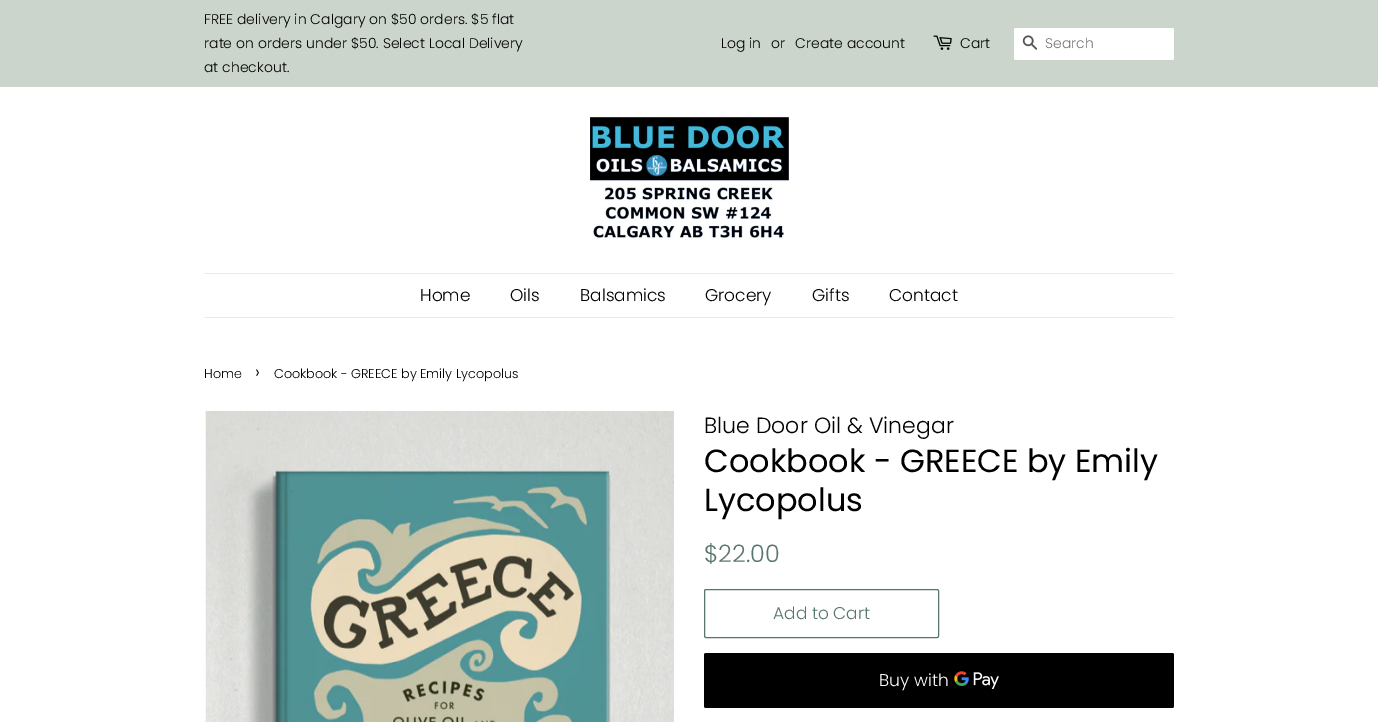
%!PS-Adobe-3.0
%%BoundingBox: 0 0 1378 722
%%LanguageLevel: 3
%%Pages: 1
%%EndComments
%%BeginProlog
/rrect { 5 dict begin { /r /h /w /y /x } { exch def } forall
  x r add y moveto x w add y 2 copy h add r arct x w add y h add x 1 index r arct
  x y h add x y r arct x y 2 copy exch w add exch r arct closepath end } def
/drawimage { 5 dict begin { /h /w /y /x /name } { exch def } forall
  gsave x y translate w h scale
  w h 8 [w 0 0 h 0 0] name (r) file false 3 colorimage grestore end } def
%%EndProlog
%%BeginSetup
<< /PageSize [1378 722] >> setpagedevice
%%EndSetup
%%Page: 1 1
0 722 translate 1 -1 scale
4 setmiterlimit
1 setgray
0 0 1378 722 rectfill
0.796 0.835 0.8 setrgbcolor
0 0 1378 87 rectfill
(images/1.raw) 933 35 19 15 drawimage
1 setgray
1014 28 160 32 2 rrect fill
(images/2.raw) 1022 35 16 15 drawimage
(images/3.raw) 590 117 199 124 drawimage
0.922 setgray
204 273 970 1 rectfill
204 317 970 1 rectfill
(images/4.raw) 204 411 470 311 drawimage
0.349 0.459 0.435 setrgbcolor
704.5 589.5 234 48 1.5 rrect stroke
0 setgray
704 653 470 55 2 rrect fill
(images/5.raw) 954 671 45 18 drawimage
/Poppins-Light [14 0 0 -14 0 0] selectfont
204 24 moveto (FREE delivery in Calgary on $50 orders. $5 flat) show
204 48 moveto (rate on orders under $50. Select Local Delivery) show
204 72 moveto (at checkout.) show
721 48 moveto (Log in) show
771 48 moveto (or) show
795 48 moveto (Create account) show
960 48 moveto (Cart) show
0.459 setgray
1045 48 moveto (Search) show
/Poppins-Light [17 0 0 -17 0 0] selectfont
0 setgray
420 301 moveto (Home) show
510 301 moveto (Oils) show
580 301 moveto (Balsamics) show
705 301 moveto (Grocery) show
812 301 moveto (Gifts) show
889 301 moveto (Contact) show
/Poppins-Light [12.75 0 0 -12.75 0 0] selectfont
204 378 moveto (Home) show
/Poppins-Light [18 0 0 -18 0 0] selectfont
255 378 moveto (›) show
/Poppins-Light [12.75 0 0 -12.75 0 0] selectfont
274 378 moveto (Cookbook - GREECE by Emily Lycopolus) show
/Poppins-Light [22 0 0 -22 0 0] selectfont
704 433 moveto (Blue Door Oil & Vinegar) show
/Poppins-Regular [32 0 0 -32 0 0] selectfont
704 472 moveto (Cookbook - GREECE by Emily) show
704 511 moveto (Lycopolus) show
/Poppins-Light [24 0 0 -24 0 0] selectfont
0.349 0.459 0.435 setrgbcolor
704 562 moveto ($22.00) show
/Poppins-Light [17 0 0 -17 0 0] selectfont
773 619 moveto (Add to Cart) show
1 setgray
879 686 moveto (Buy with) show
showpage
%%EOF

____

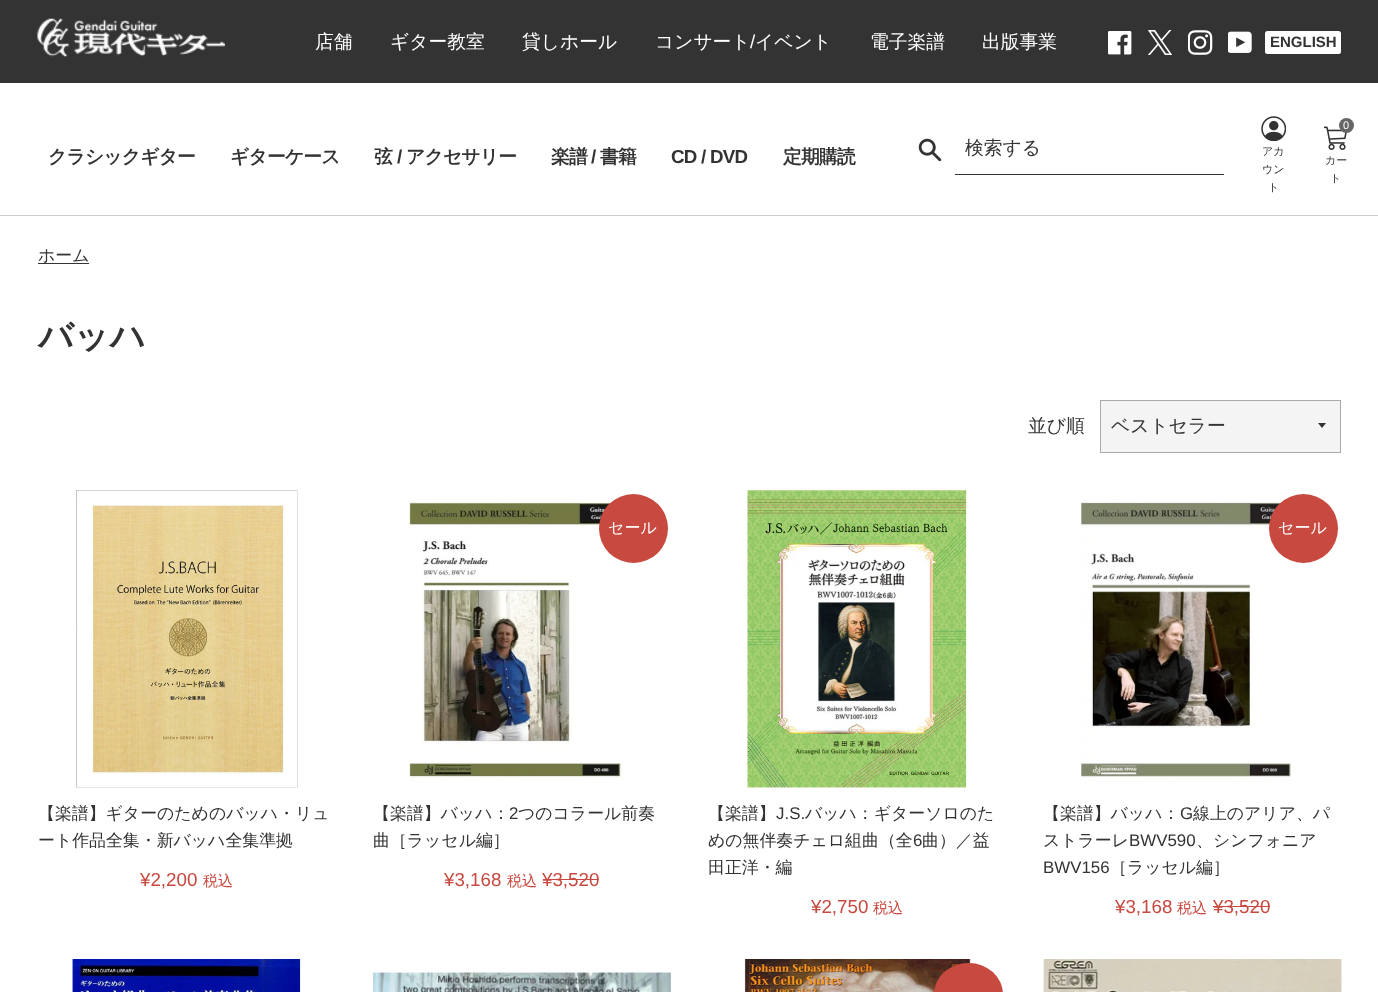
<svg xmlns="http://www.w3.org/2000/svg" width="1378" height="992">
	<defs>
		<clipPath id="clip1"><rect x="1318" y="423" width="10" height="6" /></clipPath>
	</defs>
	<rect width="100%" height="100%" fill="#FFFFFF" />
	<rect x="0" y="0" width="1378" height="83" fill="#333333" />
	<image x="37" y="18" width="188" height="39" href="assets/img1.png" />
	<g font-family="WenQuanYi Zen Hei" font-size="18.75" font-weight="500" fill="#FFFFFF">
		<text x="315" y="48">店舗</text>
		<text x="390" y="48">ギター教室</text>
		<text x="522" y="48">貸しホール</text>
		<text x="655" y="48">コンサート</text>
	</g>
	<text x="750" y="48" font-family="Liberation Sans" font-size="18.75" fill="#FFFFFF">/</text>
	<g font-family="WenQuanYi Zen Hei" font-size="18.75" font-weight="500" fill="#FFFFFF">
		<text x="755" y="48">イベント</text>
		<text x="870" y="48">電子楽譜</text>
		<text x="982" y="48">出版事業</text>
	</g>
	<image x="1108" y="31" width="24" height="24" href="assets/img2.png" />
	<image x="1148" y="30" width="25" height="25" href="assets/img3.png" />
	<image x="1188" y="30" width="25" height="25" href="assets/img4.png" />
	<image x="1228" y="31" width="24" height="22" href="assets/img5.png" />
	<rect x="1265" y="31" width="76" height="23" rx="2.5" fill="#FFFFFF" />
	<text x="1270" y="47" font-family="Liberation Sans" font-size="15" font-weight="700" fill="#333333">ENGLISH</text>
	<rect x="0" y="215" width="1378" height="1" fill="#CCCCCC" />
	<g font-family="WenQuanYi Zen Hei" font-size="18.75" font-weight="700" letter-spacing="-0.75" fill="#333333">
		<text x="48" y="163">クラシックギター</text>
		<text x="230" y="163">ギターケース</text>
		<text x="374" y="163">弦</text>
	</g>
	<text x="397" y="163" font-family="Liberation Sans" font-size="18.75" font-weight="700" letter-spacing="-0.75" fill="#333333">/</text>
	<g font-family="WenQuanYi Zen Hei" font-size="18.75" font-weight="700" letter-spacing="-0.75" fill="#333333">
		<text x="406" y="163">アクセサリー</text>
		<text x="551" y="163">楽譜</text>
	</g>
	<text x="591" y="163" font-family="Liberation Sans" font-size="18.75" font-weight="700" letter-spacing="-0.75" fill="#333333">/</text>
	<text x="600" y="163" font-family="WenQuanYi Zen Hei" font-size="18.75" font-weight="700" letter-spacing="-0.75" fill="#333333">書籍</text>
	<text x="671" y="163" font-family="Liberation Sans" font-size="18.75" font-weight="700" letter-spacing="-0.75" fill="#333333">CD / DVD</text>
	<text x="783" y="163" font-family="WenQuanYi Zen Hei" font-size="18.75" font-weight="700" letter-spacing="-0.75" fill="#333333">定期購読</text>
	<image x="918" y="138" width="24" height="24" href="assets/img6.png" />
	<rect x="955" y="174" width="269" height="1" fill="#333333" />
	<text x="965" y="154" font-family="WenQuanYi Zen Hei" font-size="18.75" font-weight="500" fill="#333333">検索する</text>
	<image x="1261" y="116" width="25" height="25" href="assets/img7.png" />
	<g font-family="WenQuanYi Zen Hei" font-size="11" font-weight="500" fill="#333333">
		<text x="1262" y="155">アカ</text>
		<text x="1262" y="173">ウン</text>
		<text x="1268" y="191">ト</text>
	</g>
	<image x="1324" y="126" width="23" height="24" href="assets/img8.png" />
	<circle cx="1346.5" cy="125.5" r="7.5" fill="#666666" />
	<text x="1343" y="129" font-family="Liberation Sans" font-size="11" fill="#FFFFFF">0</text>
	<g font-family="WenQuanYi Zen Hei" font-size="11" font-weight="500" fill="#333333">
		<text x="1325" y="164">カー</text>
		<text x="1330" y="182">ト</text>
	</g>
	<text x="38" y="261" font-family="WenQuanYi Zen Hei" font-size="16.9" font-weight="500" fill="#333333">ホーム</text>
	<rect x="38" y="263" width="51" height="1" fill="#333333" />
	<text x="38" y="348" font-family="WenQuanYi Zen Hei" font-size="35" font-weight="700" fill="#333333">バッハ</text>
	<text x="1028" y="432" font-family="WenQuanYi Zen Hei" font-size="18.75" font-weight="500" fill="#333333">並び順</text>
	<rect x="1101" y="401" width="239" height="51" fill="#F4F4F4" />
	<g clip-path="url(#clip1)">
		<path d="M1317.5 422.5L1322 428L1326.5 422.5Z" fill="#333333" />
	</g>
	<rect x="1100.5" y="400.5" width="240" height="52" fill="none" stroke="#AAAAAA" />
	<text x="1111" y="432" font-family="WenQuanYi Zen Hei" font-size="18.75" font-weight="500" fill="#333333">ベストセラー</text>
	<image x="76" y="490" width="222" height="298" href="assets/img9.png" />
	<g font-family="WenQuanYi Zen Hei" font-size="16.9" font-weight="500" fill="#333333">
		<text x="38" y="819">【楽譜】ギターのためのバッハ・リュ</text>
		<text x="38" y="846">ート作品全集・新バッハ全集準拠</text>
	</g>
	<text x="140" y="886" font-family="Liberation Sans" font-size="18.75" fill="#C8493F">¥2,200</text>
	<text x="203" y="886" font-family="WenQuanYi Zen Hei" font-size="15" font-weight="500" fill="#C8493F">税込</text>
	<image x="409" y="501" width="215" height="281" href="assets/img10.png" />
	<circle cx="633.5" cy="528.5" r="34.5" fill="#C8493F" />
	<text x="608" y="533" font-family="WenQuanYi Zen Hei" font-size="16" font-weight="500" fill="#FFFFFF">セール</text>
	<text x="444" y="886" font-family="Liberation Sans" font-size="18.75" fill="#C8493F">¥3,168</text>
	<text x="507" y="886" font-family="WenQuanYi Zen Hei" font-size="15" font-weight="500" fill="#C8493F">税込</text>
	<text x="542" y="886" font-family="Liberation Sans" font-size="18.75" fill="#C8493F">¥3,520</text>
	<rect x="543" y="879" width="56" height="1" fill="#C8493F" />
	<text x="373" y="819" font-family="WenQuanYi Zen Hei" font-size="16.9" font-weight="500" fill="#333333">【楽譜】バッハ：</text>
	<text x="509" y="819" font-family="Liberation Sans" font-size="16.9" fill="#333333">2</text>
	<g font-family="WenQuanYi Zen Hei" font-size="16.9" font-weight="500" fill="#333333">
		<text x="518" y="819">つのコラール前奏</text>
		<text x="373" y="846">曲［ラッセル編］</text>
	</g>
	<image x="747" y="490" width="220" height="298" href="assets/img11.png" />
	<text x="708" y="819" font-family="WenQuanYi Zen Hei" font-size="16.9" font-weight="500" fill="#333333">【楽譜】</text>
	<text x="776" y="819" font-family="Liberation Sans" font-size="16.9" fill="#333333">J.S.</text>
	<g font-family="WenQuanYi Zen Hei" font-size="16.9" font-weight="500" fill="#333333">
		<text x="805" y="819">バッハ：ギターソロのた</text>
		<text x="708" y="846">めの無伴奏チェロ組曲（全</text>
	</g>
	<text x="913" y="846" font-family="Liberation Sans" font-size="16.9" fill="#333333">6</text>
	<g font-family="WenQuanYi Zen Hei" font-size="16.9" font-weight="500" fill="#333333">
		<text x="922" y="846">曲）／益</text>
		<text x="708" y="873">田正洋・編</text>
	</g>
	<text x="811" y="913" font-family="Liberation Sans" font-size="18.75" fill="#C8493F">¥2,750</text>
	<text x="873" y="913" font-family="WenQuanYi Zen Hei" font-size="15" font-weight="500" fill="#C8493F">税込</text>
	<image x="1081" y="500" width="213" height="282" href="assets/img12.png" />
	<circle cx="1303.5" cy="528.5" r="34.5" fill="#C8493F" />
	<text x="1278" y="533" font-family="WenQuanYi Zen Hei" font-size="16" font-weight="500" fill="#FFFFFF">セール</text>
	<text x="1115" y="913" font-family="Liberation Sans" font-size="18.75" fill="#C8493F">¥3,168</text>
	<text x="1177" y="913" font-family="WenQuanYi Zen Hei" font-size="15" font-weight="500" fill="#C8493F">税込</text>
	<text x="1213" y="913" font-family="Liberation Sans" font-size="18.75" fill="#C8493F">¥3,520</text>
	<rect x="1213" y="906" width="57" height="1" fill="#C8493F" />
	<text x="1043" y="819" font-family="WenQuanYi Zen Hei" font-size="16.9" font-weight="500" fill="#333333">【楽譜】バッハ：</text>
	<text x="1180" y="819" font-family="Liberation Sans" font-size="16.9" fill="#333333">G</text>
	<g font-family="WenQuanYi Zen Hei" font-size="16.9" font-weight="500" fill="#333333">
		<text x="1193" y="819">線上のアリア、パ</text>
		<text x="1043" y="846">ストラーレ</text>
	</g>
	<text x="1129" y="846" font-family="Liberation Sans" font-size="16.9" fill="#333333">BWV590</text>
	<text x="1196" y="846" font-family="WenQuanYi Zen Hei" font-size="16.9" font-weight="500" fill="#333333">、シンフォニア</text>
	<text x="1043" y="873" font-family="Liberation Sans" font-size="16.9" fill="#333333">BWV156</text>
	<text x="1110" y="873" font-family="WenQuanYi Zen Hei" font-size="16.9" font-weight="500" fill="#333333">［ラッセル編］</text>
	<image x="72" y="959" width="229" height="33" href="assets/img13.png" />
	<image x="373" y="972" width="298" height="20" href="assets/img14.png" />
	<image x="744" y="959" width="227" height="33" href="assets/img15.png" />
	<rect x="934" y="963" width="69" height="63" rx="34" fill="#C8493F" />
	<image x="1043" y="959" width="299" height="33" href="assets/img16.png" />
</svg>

____

TASK OBJECTIVE =>
Output the lines above between the one holding "w h 8 [w 0 0" and the one holding "0 722 translate 1 -1 scale", inclusive, with nothing before or after them.

RESPONSE TO THE EXERCISE =>
  w h 8 [w 0 0 h 0 0] name (r) file false 3 colorimage grestore end } def
%%EndProlog
%%BeginSetup
<< /PageSize [1378 722] >> setpagedevice
%%EndSetup
%%Page: 1 1
0 722 translate 1 -1 scale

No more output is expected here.